We have a National Institutes of Health grant now trying to move the age of initial diagnosis down to 1 year of age. The core symptoms as described in the Diagnostic and Statistical Manual of Mental Disorders aren’t evident in any clear way at 1 year of age, so research still needs to discover the earliest emerging behaviors. These more granular features of the child’s coordination of behavior with someone else are evident, and we can measure them.

S: Is the technology useful in other areas of autism research?

RS: I think wearables are going to be really important day to day as care-management tools. In terms of turning them into therapies, if I’m doing something, a behavior, and I’m in the real world, and I can get feedback on what that behavior is or what a change in behavior is from someone else in real time, that could be used in a novel therapy.

In clinical trials of medications, there is also a lot of energy and excitement about using digital quantitative phenotyping as a more robust way to find a signal. Presuming that the medication is effective, how do you prove that it’s effective without a many-millions-of-dollars treatment study, where you need hundreds and hundreds of people to pick up these signals? How long is it going to be before I see a signal? Are my measurement tools robust to repeated use? That is a very expensive proposition with traditional approaches. It becomes much cheaper and much more granular with a digital measurement.

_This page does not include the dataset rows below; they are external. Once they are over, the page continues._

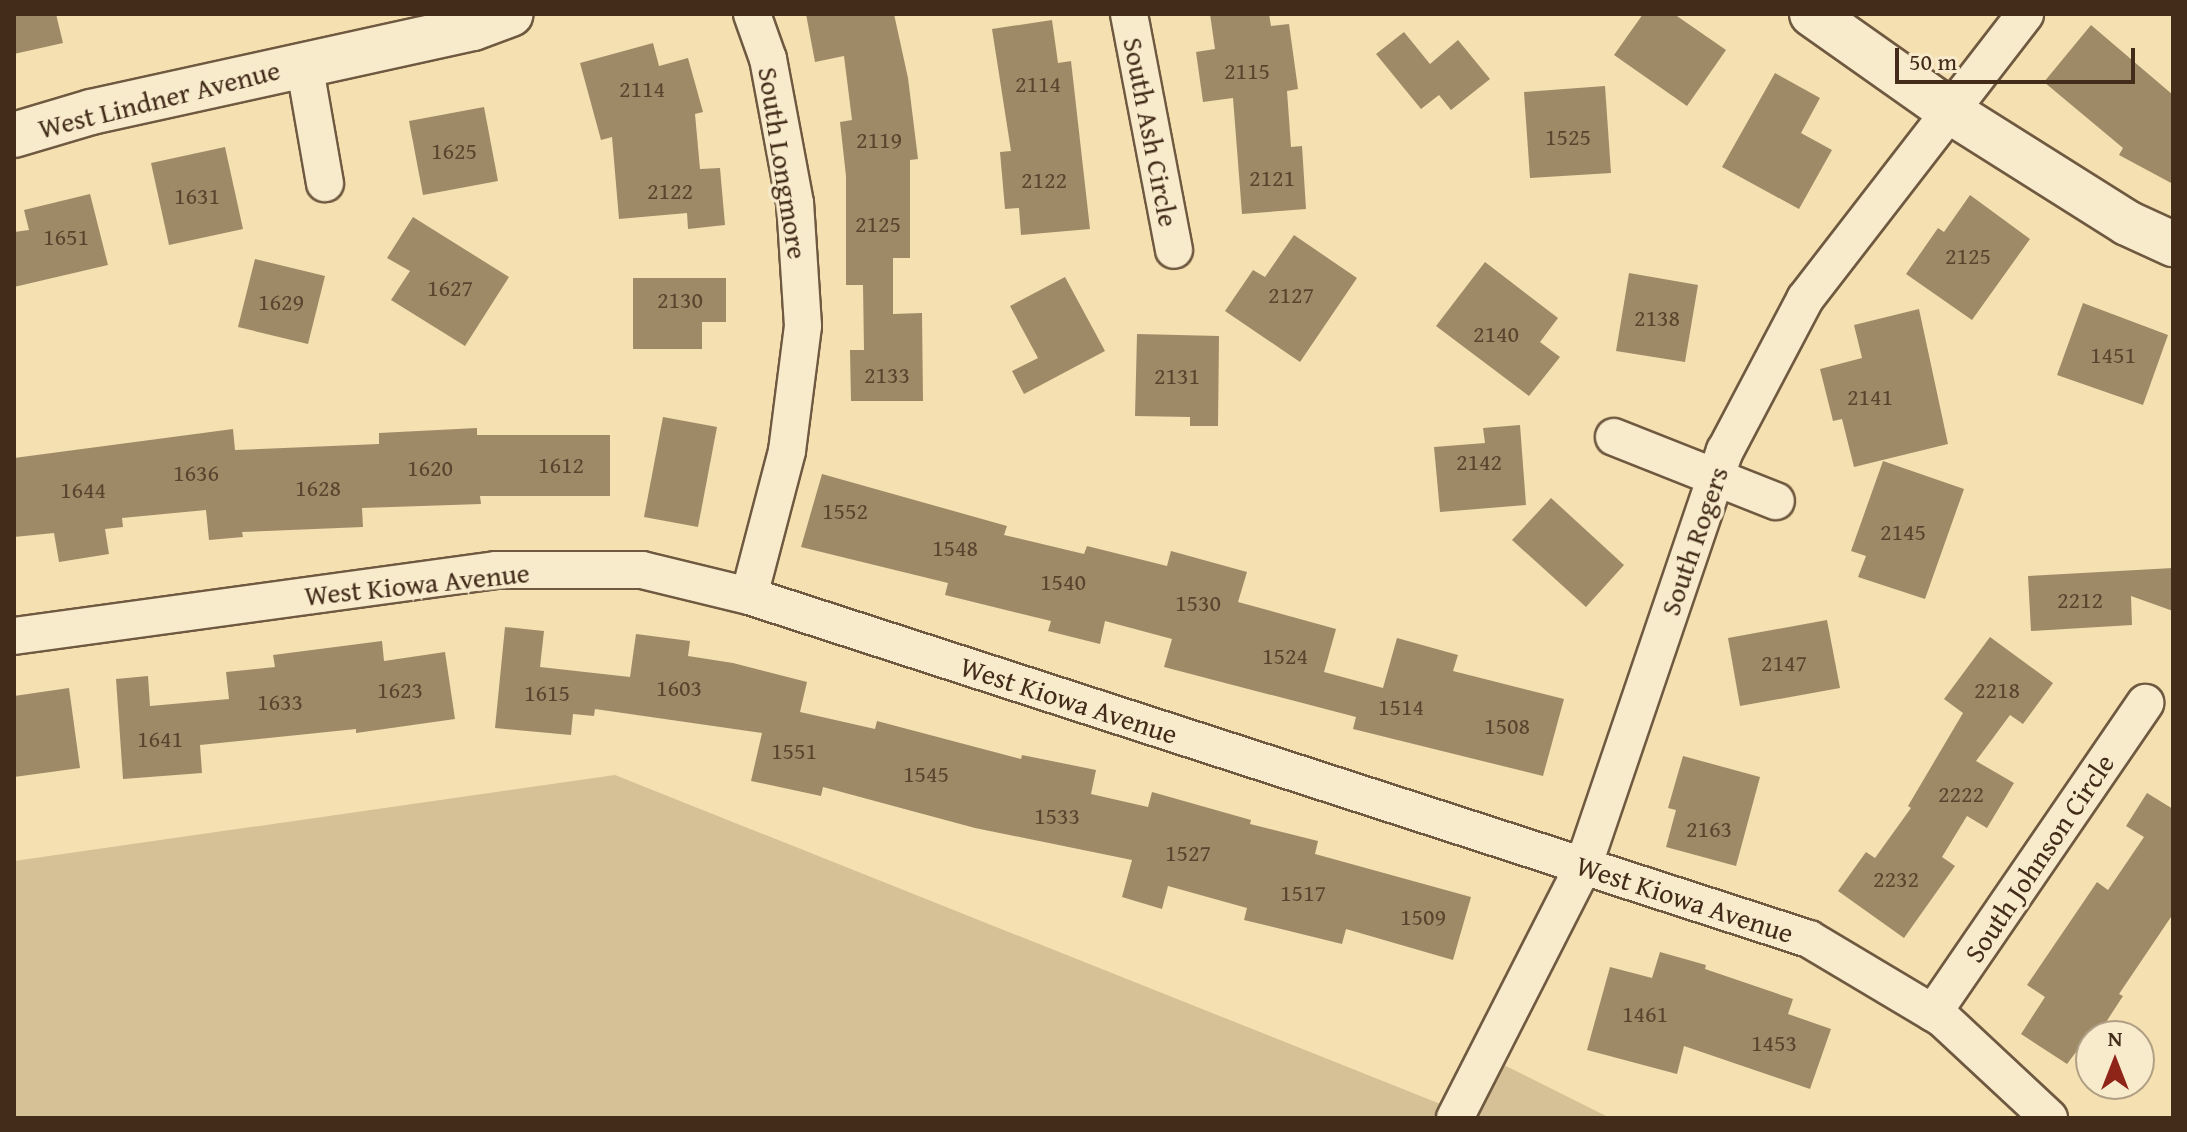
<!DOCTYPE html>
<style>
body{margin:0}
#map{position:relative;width:2187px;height:1132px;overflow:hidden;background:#f4e0b0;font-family:"Gentium Book Plus",serif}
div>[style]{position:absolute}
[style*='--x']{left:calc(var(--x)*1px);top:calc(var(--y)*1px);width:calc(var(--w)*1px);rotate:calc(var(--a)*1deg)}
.green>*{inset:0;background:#d6c196}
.building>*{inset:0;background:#9f8a68}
.roads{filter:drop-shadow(2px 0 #6f5940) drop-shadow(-2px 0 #6f5940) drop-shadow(0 2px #6f5940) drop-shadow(0 -2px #6f5940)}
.street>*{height:36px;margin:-18px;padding:0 18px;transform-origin:18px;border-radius:18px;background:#f8ebcc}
.secondary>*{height:44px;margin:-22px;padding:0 22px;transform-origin:22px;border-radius:22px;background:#f8ebcc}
span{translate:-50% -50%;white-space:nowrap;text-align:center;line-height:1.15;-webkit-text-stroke:7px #f8ebcc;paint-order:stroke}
.number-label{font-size:24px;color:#5a442e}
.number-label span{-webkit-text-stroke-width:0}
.street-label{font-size:28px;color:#432c1a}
.frame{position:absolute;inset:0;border:16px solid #432c1a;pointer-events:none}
.north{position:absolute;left:2075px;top:1020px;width:80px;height:80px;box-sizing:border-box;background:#f8ebcc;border:2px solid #b09f85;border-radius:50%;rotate:0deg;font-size:22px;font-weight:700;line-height:32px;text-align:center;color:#432c1a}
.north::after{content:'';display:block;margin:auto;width:28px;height:36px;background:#8f2418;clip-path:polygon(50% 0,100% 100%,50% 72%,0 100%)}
.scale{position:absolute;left:1895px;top:48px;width:240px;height:36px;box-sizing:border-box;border:4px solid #432c1a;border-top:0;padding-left:10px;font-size:24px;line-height:28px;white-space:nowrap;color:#432c1a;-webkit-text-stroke:6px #f8ebcc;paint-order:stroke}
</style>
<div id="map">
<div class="green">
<div style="clip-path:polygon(615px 775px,1458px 1111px,1488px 1057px,1610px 1118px,14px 1118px,14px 861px)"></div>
</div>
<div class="building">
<div style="clip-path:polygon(14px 14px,56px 14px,63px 43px,14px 54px)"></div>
<div style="clip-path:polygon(806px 14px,894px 14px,908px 78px,918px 159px,910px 160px,910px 258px,893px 258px,893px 314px,922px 313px,923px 401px,851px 401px,850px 350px,864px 350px,863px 285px,846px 285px,846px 176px,840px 122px,852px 120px,844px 56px,815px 62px)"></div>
<div style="clip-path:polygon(1210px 14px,1269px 14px,1271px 26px,1289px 24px,1298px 89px,1287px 91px,1291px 147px,1302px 146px,1306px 209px,1242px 214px,1233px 98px,1203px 102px,1196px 52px,1215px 49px)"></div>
<div style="clip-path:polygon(1643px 14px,1674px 14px,1726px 50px,1687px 106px,1614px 55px)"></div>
<div style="clip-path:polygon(1052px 20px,1058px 63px,1071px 61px,1090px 229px,1021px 235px,1019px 208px,1005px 209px,1000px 152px,1011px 151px,992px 29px)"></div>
<div style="clip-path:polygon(2091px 25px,2173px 95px,2173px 184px,2119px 155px,2123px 148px,2044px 82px)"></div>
<div style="clip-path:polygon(1404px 32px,1430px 64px,1458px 40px,1490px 79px,1451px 110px,1439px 95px,1421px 109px,1376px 54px)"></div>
<div style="clip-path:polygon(653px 43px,659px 66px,688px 58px,703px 112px,695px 114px,700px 169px,720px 168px,725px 225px,688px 229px,687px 213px,619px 219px,612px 137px,601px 140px,580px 63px)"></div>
<div style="clip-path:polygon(1775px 73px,1820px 98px,1801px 133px,1832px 150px,1799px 209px,1722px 167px)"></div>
<div style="clip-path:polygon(1605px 86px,1611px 173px,1530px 178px,1524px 92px)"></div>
<div style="clip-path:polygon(484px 107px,498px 181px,423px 195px,409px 121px)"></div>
<div style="clip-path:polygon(225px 147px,243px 229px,169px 245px,151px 163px)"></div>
<div style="clip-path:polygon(90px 194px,108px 265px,14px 287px,14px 232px,29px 230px,24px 210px)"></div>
<div style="clip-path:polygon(1970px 195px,2030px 239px,1972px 320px,1906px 274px,1938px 228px,1944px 232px)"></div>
<div style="clip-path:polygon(413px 217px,509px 277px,465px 346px,391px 300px,410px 271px,387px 258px)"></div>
<div style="clip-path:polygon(1294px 235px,1357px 278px,1300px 362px,1225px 311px,1253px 270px,1265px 277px)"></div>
<div style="clip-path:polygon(255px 259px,325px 276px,308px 344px,238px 327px)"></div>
<div style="clip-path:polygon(1485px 262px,1558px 318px,1540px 342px,1560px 357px,1529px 396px,1436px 326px)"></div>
<div style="clip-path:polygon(1629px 273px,1698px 285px,1685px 362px,1616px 351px)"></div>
<div style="clip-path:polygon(1065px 277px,1105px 351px,1024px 394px,1012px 371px,1038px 358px,1010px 306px)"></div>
<div style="clip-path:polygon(633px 278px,726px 278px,726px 322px,702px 322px,702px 349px,633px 349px)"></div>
<div style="clip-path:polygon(2083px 303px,2168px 335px,2143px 405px,2057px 375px)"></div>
<div style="clip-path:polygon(1919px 309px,1948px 444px,1854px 467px,1842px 419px,1833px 421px,1820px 369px,1862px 358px,1854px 325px)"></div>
<div style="clip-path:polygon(1137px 334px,1219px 336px,1218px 426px,1190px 426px,1190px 417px,1135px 416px)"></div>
<div style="clip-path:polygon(663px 417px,717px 427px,698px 527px,644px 517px)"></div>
<div style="clip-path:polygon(1520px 425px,1526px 505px,1440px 512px,1434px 447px,1485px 443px,1483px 428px)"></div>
<div style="clip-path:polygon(477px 428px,477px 435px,610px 435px,610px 496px,480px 496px,481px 504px,362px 508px,363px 527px,242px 532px,243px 537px,209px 540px,206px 510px,122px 518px,123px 527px,105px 529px,109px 554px,59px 562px,54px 533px,14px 537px,14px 458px,233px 429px,235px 450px,379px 444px,379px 433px)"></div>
<div style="clip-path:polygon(1883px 461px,1964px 489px,1925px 599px,1858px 577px,1866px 556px,1851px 551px)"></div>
<div style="clip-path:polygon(822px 474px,1007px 526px,1004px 535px,1084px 554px,1087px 546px,1167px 566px,1171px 551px,1247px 572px,1238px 602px,1336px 629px,1324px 672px,1383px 688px,1397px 638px,1458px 655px,1453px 671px,1564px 699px,1543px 776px,1353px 729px,1356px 717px,1164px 667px,1172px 639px,1105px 621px,1100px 644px,1048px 631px,1051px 621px,945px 595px,948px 583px,801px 547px)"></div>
<div style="clip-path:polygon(1551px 498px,1624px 565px,1586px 607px,1512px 540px)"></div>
<div style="clip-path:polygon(2173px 568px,2173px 611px,2131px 596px,2132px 625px,2031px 631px,2028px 576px)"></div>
<div style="clip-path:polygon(1827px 620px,1840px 688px,1740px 706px,1728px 638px)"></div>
<div style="clip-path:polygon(505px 627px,544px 631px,540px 667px,630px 677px,636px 634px,690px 641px,688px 656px,733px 663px,807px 682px,800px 712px,875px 729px,877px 721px,1021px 759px,1022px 755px,1096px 770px,1091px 794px,1148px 807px,1152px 792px,1251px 820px,1250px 824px,1318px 841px,1315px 854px,1471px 897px,1453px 960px,1346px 929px,1342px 944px,1244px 920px,1247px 908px,1168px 886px,1162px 909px,1122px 897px,1132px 860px,975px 828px,823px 787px,821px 796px,751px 781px,762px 733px,595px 709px,594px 716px,573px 714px,571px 735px,495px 728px)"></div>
<div style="clip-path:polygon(1990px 637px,2053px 683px,2023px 724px,2010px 715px,1976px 761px,2014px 783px,1987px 828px,1967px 816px,1942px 857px,1955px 866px,1904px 938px,1838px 891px,1866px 852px,1875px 858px,1911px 808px,1908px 806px,1963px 713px,1944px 699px)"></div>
<div style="clip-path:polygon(382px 641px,384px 661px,445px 652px,455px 719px,356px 733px,356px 729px,200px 745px,202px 773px,123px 779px,116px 679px,148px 676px,150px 706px,229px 699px,226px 672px,275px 667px,273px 655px)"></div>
<div style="clip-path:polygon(69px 688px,80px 768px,14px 777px,14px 696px)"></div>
<div style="clip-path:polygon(1683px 756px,1760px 777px,1736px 866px,1666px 847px,1676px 810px,1668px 808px)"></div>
<div style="clip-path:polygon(2147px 793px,2173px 809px,2173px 914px,2119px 994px,2123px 996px,2097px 1036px,2091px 1036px,2091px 1045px,2083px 1057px,2076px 1052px,2067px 1064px,2021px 1034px,2045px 997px,2027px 985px,2097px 882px,2108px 890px,2144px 837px,2126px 826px)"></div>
<div style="clip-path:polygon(1660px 952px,1706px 965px,1705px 969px,1793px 999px,1788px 1014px,1831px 1029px,1810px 1089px,1684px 1046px,1677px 1074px,1587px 1050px,1610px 967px,1652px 978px)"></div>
</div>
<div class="roads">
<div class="street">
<div style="--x:1129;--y:14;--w:240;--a:79.2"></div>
<div style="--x:304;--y:63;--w:122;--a:80.1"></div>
<div style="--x:1614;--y:437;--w:174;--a:21.6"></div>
<div style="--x:749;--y:596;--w:150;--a:-75.3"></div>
<div style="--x:787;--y:451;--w:126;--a:-82.7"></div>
<div style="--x:803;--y:326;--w:123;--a:-93.7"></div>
<div style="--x:795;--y:203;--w:147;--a:-100.6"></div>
<div style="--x:768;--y:59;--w:48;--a:-109.6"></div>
<div style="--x:14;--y:636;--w:486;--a:-7.8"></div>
<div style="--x:496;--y:570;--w:146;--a:0"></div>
<div style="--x:642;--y:570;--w:110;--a:13.7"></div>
<div style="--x:749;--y:596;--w:1114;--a:17.93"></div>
<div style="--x:1809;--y:939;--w:156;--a:30.8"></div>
<div style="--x:1943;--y:1019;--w:145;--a:43"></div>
<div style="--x:1933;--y:1013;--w:376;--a:-55.6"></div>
<div style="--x:1455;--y:1118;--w:282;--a:-63"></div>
<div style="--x:1583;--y:867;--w:440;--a:-71.2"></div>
<div style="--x:1725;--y:451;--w:172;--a:-62.2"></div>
<div style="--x:1805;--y:299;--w:360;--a:-52.3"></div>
</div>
<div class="secondary">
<div style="--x:1812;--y:14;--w:170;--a:35.2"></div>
<div style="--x:1951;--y:112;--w:208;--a:32.2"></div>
<div style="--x:2127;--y:223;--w:51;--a:24.5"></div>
<div style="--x:14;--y:135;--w:80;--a:-16.6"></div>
<div style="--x:91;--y:112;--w:391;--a:-12.4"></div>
<div style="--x:473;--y:28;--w:40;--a:-20.2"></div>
</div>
</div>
<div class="number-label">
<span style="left:1247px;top:71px">2115</span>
<span style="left:1038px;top:84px">2114</span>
<span style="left:642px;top:89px">2114</span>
<span style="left:1568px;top:137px">1525</span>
<span style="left:879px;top:140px">2119</span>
<span style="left:454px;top:151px">1625</span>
<span style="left:1272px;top:178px">2121</span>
<span style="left:1044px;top:180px">2122</span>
<span style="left:670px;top:191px">2122</span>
<span style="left:197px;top:196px">1631</span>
<span style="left:878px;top:224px">2125</span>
<span style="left:66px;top:237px">1651</span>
<span style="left:1968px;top:256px">2125</span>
<span style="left:450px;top:288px">1627</span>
<span style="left:1291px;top:295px">2127</span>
<span style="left:680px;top:300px">2130</span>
<span style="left:281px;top:302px">1629</span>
<span style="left:1657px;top:318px">2138</span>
<span style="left:1496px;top:334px">2140</span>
<span style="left:2113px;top:355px">1451</span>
<span style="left:887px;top:375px">2133</span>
<span style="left:1177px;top:376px">2131</span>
<span style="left:1870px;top:397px">2141</span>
<span style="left:1479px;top:462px">2142</span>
<span style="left:561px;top:465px">1612</span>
<span style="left:430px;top:468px">1620</span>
<span style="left:196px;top:473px">1636</span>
<span style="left:318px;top:488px">1628</span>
<span style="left:83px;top:490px">1644</span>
<span style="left:845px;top:511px">1552</span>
<span style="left:1903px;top:532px">2145</span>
<span style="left:955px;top:548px">1548</span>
<span style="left:1063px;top:582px">1540</span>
<span style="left:2080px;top:600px">2212</span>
<span style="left:1198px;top:603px">1530</span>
<span style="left:1285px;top:656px">1524</span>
<span style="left:1784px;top:663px">2147</span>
<span style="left:679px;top:688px">1603</span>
<span style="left:400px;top:690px">1623</span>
<span style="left:1997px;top:690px">2218</span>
<span style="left:547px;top:693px">1615</span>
<span style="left:280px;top:702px">1633</span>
<span style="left:1401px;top:707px">1514</span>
<span style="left:1507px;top:726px">1508</span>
<span style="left:160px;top:739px">1641</span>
<span style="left:794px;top:751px">1551</span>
<span style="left:926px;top:774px">1545</span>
<span style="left:1961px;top:794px">2222</span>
<span style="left:1057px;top:816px">1533</span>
<span style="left:1709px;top:829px">2163</span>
<span style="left:1188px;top:853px">1527</span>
<span style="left:1896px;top:879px">2232</span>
<span style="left:1303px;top:893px">1517</span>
<span style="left:1423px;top:917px">1509</span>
<span style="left:1645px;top:1014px">1461</span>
<span style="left:1774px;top:1043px">1453</span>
</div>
<div class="street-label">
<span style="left:159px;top:99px;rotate:-14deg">West Lindner Avenue</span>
<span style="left:1151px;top:132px;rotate:79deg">South Ash Circle</span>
<span style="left:783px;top:163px;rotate:81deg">South Longmore</span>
<span style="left:1694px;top:541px;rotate:-71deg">South Rogers</span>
<span style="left:417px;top:584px;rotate:-6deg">West Kiowa Avenue</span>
<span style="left:1069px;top:700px;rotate:18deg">West Kiowa Avenue</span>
<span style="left:2039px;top:858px;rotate:-56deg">South Johnson Circle</span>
<span style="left:1685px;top:899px;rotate:18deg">West Kiowa Avenue</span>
</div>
<div class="frame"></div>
<div class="north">N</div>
<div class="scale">50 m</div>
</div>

S: Where do you think the field of wearables is headed?

RS: I am not so sure that the wearables we have now, such as accelerometers or gyroscopes, are the ones that are going to paint a detailed picture of a person. There are yet-to-be-invented wearables that I think would be better. I really think the thing we want for measuring behavior is a microphone and a camera, which could be made wearable. Because with that, you can capture everything.

And I think it would be a disservice to the community if autistic people couldn’t use these technologies on their own. How to make sure they’re interpreting the information they get from wearables accurately is a huge responsibility. That is a challenge that will be hard and long to solve.